19 April 2016
19 April 2016
Being an FRP (fibre-reinforced plastics) manufacturer means being a source of VOC (volatile organic compound) emissions, Exel Composites has invested considerable resources over the years in tackling VO emissions into the environment.
Exel says that it wants to be a pioneer not only in composites technology but also in the field of environmental protection. It explains that one of the main ecological concerns at Exel, as in the composites industry in general, is styrene emissions. Styrene is a volatile component of polyester resin. Different methods are available to clean the styrene-contaminated air inside and outside production facilities. However, Exel explains, they are often very energy-intensive. When presented with a possibility to explore biotrickling filtration in cooperation with the University of Valencia in Spain and Pure Air Solutions from the Netherlands, it jumped at the possibility. “We needn’t think twice about participating in this EU-funded project seeking to use biotrickling filtration as a sustainable and cost-efficient alternative for styrene emission control,” says Mr Callum Gough, SVP Operations of Exel Composites.
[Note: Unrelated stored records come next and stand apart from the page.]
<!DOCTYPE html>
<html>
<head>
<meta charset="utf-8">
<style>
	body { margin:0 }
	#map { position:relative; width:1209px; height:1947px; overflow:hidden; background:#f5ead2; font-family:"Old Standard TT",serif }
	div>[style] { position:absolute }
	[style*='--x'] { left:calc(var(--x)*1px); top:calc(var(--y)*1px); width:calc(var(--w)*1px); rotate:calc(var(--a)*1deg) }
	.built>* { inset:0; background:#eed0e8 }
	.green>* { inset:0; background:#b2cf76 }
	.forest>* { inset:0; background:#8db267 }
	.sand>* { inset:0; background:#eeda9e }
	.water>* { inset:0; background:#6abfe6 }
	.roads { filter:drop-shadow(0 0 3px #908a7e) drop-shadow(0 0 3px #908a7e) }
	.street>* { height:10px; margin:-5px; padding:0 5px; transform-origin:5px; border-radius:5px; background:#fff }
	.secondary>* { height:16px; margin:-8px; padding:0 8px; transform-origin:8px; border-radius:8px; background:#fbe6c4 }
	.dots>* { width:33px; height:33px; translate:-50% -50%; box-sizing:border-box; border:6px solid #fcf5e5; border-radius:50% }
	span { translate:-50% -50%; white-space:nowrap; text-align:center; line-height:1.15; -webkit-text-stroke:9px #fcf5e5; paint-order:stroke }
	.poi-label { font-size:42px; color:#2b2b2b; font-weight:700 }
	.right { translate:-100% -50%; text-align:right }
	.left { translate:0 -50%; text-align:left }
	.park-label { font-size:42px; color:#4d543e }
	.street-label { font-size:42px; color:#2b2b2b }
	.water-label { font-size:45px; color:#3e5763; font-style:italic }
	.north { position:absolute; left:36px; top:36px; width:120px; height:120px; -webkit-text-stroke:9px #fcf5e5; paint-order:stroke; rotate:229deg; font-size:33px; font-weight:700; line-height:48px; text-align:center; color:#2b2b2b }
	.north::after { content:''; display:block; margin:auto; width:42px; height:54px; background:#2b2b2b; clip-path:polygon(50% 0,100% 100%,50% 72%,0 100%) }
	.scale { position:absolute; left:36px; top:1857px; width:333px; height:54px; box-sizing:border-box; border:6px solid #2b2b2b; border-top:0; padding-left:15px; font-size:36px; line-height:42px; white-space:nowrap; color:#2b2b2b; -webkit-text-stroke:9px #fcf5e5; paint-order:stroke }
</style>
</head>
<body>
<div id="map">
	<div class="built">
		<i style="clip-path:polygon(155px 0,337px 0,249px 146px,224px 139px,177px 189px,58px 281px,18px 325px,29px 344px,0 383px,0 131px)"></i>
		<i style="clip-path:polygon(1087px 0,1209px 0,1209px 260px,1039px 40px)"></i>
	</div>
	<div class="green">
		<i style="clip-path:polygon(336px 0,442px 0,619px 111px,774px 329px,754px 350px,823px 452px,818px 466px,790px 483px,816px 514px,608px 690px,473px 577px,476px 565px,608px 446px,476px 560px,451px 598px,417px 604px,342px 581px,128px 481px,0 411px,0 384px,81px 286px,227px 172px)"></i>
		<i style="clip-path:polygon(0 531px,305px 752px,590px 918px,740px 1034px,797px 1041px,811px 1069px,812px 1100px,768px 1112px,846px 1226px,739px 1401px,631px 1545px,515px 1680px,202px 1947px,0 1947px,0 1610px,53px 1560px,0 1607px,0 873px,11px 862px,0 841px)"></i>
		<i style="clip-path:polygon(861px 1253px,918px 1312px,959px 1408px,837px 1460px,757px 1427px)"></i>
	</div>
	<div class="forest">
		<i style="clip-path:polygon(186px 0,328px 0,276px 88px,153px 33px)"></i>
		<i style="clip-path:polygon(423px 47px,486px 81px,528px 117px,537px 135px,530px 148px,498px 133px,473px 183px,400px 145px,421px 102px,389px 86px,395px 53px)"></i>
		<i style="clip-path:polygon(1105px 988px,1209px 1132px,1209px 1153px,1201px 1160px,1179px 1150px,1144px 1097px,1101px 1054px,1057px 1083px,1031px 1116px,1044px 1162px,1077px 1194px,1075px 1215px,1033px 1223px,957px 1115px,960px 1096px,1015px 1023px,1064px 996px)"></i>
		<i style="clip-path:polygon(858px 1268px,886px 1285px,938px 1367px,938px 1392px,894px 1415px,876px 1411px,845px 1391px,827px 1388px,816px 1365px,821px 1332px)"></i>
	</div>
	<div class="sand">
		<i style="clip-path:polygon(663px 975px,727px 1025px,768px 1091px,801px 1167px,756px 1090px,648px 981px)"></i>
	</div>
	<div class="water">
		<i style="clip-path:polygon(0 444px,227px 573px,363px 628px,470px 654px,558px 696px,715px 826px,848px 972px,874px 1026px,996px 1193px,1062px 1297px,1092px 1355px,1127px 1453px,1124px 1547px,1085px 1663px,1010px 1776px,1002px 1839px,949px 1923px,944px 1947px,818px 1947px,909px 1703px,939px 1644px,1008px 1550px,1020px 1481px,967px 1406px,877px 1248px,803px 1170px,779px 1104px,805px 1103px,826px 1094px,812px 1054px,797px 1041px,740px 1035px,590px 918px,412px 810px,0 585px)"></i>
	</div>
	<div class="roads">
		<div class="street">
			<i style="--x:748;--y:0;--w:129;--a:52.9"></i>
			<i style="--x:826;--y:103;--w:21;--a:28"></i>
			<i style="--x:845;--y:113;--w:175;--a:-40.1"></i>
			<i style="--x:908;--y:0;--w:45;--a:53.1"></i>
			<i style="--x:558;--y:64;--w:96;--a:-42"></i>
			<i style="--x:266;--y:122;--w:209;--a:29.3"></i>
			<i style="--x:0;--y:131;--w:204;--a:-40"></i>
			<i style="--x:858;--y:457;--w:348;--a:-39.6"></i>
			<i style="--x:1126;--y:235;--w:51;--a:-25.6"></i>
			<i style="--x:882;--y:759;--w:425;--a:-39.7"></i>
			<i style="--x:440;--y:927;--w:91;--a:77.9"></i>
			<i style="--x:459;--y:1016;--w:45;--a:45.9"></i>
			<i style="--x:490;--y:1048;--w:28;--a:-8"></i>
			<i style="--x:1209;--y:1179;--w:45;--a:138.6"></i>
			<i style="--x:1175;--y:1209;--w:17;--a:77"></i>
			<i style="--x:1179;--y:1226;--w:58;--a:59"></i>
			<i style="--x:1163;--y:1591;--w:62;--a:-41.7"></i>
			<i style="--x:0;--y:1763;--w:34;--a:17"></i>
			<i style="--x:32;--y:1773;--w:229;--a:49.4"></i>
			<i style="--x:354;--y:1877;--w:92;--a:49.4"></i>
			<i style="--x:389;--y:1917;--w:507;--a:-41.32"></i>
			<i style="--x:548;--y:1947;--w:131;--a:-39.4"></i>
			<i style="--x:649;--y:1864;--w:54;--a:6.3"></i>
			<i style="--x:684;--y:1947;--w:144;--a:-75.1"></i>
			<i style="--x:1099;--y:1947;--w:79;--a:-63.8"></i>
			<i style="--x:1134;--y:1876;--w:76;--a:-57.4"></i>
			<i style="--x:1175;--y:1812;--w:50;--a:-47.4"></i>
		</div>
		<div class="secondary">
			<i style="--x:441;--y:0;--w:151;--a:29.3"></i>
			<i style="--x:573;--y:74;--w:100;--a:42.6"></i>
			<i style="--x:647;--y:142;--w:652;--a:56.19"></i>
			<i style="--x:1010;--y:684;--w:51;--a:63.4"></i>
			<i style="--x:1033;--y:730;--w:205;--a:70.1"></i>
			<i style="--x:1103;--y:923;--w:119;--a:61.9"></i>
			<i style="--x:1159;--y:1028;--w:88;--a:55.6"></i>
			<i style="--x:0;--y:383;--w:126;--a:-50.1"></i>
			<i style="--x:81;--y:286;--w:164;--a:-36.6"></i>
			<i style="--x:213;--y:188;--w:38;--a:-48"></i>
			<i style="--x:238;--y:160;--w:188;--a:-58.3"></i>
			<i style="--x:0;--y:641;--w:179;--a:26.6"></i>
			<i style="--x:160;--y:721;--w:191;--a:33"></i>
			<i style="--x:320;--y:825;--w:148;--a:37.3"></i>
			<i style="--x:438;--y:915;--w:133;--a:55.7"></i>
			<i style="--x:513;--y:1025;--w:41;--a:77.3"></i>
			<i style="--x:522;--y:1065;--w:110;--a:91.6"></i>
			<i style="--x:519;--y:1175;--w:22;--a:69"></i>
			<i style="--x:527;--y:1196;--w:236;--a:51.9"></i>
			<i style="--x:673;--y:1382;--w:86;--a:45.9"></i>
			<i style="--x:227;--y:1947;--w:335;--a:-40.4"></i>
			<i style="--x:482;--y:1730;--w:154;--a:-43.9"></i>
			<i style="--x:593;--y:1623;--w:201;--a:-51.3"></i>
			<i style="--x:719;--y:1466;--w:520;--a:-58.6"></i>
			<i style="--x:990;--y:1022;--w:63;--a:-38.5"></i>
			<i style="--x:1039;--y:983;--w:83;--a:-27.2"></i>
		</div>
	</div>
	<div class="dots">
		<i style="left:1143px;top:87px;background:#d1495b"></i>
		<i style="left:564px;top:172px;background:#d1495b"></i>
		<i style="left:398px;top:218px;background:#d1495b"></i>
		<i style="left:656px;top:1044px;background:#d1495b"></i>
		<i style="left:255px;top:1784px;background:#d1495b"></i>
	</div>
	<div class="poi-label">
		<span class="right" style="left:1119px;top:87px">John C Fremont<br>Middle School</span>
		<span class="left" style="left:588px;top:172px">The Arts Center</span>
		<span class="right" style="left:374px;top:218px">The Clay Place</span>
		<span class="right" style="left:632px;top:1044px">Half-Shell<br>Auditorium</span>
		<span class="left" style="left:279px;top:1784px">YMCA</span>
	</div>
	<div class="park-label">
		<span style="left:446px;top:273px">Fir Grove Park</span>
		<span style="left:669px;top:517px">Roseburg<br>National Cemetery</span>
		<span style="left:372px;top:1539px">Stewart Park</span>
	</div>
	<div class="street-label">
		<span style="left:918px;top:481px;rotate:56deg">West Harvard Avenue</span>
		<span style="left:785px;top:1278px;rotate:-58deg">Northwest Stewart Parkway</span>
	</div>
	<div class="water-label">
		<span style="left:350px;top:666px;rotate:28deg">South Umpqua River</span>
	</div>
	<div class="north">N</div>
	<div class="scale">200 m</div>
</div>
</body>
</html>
“Biotrickling filtration is a combination of a biofilter and a bioscrubber. It is a biological system that uses clean and natural processes to remove VOCs,” says Mr Eric Moussiaux, General Manager of Exel Composites’ Belgium unit. “The styrene fumes are absorbed in water and decomposed by bacteria. The pilot unit erected at Oudenaarde factory proved to be very efficient. We will certainly do the necessary investments to take this process into use,” he continues.
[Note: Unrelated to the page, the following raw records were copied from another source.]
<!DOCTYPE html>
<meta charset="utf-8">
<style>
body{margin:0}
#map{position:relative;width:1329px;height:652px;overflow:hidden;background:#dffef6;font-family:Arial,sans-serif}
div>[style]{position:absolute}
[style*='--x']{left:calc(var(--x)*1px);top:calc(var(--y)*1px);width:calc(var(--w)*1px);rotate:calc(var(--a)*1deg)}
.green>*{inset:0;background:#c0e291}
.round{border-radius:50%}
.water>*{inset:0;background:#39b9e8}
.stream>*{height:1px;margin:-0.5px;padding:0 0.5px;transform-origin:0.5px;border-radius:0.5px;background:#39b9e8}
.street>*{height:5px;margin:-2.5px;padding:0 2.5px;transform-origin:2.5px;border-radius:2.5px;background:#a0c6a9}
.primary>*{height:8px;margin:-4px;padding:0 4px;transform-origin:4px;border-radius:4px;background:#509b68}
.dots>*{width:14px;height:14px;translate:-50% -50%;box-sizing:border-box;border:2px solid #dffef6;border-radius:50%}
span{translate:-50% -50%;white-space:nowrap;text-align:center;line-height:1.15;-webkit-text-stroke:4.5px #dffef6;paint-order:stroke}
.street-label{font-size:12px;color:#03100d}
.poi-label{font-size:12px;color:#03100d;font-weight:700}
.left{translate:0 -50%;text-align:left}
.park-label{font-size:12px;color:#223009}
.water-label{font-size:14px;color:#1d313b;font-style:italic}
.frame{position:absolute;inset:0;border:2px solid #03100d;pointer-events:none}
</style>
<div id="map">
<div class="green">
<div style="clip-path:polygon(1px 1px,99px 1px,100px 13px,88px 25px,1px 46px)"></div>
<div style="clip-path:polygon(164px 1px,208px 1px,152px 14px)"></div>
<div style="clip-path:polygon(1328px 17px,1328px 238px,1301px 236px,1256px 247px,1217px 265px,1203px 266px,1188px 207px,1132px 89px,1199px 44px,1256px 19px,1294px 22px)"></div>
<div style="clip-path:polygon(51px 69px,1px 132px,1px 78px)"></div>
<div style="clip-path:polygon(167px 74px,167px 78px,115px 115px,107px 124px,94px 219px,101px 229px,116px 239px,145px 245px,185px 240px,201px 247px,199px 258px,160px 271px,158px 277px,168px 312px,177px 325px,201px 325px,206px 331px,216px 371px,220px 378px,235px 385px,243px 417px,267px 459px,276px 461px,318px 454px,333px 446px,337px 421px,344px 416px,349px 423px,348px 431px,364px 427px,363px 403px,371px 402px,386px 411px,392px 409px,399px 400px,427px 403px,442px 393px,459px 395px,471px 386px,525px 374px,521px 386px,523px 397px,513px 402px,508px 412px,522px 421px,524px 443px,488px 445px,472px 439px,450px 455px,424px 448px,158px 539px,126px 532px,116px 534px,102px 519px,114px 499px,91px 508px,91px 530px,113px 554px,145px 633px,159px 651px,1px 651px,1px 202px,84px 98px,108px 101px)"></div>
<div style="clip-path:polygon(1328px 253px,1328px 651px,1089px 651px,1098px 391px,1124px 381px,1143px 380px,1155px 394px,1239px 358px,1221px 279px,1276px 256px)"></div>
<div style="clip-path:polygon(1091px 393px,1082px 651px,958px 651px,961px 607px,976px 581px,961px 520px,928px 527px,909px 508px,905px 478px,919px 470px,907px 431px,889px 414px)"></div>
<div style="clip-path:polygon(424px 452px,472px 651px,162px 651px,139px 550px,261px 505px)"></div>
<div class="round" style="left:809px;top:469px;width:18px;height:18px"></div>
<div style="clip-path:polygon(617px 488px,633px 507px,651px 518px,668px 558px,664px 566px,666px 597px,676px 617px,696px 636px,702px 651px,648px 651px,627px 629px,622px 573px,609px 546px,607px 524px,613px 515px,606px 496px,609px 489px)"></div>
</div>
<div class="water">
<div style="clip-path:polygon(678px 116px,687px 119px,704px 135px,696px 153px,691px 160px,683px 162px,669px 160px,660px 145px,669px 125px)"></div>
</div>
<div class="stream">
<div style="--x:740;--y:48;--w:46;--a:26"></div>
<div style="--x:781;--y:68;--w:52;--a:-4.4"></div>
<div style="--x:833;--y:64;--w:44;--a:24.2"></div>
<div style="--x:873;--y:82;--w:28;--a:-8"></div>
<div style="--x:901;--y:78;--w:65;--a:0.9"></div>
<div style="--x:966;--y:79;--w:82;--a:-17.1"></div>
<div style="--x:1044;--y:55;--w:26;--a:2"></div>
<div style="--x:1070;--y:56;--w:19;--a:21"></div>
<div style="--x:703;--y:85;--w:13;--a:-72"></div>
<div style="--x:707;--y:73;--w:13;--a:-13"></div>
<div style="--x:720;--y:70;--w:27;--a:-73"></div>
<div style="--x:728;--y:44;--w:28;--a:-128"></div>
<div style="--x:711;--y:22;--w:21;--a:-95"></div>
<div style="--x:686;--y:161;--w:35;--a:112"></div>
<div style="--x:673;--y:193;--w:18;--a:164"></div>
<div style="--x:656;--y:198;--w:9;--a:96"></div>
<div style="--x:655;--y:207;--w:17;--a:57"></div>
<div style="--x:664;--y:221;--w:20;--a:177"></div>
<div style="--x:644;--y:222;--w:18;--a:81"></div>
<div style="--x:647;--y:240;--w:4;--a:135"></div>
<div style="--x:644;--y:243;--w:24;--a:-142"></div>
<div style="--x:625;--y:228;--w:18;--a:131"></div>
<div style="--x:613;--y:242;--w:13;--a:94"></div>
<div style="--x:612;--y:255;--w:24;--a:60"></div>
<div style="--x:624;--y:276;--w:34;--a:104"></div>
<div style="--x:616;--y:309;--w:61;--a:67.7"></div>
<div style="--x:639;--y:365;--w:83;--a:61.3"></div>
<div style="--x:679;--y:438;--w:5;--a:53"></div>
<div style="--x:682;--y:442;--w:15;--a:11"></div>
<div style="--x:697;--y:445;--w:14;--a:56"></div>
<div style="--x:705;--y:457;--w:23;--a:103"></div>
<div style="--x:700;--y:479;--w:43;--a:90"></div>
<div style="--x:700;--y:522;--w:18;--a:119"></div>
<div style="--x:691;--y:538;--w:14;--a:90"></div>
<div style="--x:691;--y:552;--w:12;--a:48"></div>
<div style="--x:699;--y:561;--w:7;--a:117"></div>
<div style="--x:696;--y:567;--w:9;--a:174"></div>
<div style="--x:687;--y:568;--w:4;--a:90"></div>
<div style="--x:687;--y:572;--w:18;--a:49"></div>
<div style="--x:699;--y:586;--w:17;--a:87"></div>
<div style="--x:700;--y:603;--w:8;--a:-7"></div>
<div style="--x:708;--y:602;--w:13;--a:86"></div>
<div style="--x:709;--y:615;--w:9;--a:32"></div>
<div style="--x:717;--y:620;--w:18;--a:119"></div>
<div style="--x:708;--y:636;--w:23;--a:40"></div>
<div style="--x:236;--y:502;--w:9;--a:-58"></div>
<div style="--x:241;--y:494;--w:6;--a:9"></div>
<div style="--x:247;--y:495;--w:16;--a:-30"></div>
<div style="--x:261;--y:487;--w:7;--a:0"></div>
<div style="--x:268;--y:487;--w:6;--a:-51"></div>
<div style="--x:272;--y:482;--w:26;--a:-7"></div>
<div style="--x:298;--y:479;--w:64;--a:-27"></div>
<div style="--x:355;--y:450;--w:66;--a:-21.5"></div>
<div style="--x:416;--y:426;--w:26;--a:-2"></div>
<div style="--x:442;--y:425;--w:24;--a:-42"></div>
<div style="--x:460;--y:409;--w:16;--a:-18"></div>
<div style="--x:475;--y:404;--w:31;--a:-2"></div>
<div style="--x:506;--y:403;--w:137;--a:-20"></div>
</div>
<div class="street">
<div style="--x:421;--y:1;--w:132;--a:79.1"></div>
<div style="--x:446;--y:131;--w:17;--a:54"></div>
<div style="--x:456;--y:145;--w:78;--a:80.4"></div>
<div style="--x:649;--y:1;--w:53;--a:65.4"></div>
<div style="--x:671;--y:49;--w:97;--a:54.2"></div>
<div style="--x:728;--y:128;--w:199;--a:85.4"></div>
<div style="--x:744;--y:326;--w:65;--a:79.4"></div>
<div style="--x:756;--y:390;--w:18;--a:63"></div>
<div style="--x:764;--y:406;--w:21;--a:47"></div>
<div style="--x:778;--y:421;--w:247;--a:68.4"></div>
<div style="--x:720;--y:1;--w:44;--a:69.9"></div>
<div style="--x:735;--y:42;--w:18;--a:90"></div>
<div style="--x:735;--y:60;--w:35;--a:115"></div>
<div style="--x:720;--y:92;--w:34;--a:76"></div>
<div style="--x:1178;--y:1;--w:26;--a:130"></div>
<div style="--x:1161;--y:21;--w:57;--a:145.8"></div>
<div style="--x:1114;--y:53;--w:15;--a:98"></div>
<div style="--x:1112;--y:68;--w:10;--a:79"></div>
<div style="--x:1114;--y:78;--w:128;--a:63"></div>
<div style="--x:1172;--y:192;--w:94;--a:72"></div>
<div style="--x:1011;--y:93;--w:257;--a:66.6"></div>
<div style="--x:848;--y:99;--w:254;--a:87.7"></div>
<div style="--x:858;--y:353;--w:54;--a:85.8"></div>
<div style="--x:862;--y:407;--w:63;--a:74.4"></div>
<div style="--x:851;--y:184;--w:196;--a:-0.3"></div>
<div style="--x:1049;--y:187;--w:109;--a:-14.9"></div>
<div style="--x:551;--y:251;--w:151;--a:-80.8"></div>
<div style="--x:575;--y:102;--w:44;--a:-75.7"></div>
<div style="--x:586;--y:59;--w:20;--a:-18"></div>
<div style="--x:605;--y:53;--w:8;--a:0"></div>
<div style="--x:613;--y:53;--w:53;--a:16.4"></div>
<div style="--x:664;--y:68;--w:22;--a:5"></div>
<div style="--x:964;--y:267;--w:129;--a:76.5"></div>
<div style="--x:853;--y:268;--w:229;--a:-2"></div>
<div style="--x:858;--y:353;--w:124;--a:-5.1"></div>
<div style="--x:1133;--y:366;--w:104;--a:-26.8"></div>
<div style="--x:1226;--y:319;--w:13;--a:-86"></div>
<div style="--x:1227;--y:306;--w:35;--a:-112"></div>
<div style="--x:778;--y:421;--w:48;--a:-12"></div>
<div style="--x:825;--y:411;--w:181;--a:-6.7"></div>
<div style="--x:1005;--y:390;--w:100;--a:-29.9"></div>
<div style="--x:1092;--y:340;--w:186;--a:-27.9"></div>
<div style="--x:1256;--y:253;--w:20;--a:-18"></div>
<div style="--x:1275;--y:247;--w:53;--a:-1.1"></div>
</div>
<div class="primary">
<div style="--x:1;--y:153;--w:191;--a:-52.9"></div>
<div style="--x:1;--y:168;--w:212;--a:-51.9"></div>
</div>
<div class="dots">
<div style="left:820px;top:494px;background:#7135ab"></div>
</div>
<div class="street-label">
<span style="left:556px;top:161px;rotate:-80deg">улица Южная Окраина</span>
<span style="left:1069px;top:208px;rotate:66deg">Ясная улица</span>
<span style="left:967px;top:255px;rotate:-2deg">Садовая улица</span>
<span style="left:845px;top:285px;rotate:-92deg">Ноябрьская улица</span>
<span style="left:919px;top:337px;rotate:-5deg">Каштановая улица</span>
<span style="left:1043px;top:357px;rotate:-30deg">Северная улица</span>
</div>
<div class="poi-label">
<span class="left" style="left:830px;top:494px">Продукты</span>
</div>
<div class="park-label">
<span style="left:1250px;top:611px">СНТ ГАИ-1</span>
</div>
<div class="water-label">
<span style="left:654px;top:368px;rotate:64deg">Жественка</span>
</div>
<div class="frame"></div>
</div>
The 4-year-long project, called Next Air Biotreat, was headed by Professor Carmen Gabaldón from the Chemical Engineering Department of the University of Valencia. “We are extremely pleased with the results of the project,” she says. “In comparison with conventional technologies, biological VOC treatment is economically beneficial, it contributes to a lower ecological footprint and implies a reduction of CO2,” Gabaldón continues.